Smallest Effect Size of Interest (SESOI)
The smallest effect size that is still considered theoretically or practically meaningful.
benefit of planning for precision
You can draw informative conclusions even if the effect is zero, by ruling out large or meaningful effects.
hardest part of planning for precision
Deciding what width of the confidence interval is "precise enough"—this is often subjective.
heuristics for sample size justification
Simple rules like "use 30 participants per group"; problematic because they ignore study-specific context, power, and goals.
explicitly stating ‘no justification’
Encourages transparency, avoids misleading assumptions, and improves scientific integrity—even if it's uncomfortable.
best justification approach (if available)

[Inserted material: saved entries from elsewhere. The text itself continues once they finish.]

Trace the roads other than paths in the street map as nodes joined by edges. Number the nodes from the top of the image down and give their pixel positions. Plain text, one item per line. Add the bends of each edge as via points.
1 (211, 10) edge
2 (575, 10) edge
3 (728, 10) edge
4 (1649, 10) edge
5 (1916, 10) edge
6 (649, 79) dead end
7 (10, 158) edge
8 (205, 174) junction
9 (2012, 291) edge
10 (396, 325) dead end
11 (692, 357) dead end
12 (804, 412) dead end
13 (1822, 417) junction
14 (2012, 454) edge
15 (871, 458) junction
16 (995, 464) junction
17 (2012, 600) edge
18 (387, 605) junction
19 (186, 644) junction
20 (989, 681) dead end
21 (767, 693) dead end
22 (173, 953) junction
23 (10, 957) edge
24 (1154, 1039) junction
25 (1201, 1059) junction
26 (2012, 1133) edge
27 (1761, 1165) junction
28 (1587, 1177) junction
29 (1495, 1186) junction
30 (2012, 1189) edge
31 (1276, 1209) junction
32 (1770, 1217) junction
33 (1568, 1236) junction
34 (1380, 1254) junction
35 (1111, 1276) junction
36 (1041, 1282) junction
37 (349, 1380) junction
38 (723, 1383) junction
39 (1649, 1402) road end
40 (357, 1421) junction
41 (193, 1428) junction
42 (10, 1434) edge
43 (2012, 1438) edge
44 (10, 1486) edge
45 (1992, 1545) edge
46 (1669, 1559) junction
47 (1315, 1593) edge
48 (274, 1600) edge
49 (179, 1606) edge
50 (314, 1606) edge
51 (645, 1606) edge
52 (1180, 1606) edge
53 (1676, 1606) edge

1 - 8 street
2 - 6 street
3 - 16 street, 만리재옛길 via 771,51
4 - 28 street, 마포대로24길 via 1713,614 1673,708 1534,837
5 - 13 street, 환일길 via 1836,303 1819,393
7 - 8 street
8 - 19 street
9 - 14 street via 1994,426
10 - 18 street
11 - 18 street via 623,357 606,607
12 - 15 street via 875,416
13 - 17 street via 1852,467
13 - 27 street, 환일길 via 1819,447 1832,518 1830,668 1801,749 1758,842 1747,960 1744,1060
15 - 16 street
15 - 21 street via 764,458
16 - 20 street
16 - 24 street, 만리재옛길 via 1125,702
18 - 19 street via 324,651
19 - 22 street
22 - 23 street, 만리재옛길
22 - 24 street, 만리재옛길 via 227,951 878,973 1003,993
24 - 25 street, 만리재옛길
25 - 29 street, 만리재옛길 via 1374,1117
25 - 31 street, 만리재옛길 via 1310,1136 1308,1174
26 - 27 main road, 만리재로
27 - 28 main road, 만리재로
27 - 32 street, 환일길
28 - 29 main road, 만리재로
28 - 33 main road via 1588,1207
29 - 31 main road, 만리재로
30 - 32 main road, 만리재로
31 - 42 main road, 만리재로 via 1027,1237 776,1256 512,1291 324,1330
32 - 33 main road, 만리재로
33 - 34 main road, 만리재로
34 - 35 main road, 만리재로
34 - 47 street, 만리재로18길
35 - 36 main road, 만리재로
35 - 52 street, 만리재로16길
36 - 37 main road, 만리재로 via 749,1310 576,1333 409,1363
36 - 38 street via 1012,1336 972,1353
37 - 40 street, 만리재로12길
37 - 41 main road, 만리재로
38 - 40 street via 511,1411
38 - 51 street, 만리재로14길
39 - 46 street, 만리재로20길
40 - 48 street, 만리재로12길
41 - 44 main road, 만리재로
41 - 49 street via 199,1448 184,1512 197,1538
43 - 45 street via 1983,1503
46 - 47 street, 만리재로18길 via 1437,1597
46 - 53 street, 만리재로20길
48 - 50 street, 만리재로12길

Using a SESOI, because it ties the study design directly to meaningful, interpretable effects.
why not use effect size from meta-analysis?
They may be inflated due to publication bias and may not generalize to your study context.
why not use effect size from a single study?
Often unreliable and overestimated; high sampling error and context-specific.
compromise power analysis
Used when sample size is fixed; calculates alpha and beta based on a desired error ratio and expected effect size.
post-hoc (retrospective) power analysis
Not informative—just a mathematical function of the p-value; tells you nothing new.
within-subject design advantage
Higher statistical power due to reduced error variance; more efficient than between-subjects design.
sensitivity power analysis
Calculates the smallest effect size that can be detected with a given sample size, alpha, and power.
increase power without increasing sample size
Use within-subjects design, reduce measurement error, strengthen manipulations, use one-sided tests, or include covariates.